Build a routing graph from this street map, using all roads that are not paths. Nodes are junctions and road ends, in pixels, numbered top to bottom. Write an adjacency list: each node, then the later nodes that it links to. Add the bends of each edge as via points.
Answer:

________________________________________

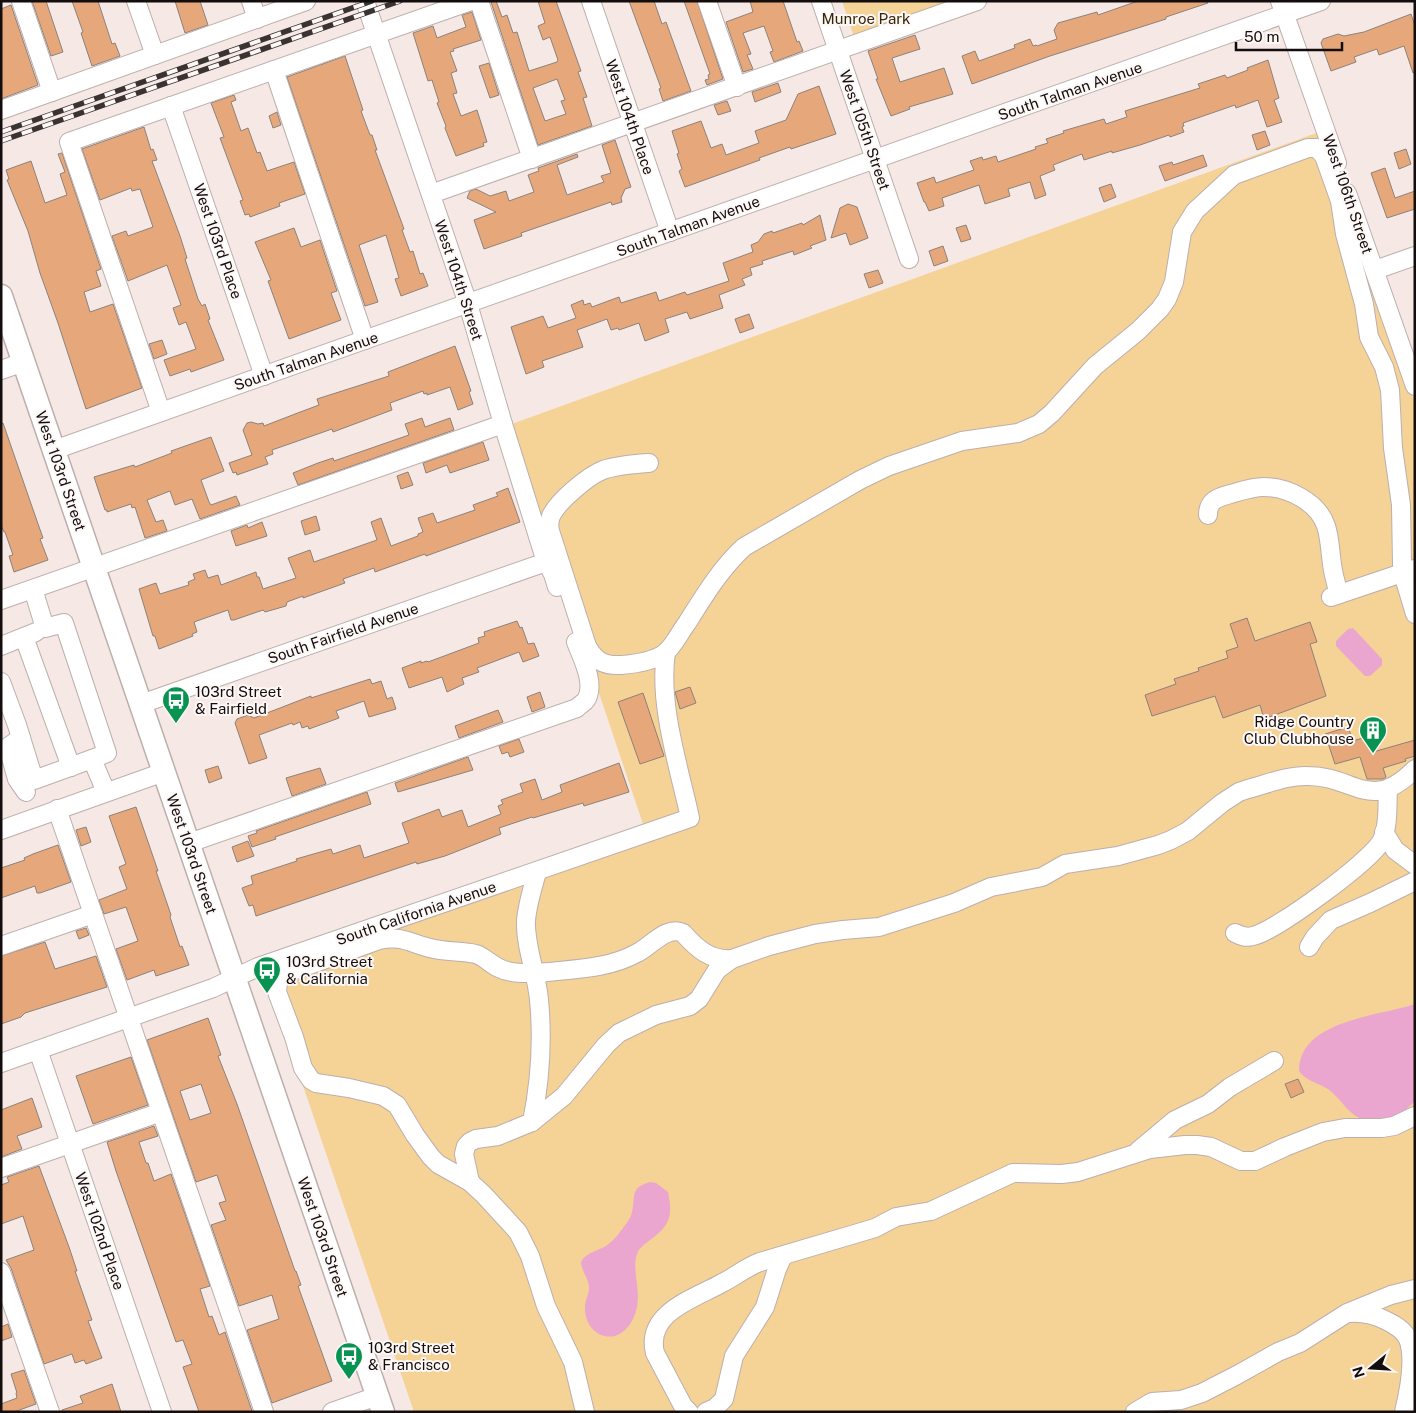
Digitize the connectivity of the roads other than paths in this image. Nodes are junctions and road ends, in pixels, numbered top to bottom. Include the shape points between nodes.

________________________________________

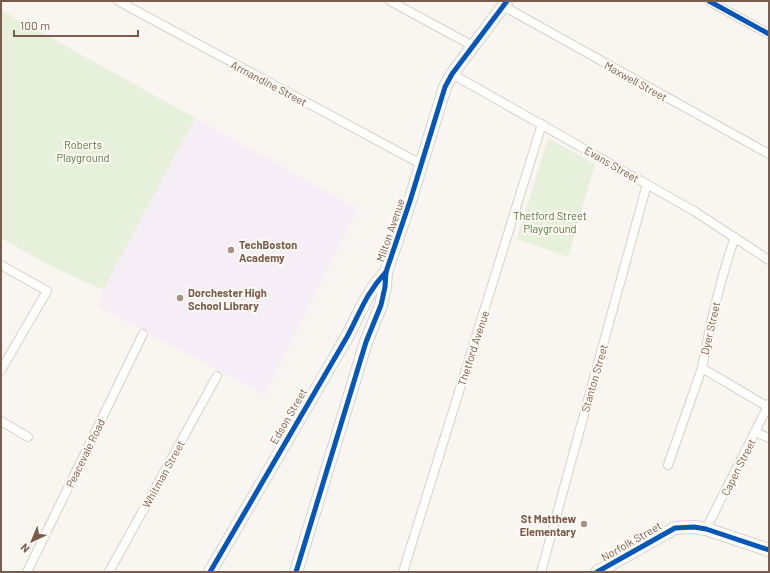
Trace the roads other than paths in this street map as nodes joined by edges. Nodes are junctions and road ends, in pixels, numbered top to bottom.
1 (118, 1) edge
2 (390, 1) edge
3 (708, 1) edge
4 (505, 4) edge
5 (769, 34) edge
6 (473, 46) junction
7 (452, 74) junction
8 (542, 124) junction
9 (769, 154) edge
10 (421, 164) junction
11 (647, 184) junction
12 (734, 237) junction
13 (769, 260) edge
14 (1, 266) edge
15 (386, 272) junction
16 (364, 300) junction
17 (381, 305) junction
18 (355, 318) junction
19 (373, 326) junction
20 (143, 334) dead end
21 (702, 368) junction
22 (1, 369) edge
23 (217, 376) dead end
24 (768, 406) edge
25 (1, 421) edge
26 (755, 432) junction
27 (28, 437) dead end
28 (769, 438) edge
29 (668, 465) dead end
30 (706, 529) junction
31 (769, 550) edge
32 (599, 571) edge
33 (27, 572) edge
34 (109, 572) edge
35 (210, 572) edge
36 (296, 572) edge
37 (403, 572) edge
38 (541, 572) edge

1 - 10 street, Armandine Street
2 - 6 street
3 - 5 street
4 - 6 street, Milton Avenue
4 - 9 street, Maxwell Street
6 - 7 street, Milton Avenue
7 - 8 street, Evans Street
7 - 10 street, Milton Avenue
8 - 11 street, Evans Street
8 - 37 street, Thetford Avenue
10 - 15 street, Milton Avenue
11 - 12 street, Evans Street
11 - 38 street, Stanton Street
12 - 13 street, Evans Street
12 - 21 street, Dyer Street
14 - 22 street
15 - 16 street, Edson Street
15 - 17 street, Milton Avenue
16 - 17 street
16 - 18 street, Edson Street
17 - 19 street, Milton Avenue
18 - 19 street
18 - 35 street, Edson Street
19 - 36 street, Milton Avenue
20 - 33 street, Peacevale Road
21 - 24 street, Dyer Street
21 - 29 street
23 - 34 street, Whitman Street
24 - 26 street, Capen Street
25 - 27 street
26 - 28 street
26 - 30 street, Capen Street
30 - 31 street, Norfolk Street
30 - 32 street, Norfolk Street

________________________________________

*Exercise brief*:
Within the listing above, count the lines that contain the string "points". Give only the number.

*Answer space*:
2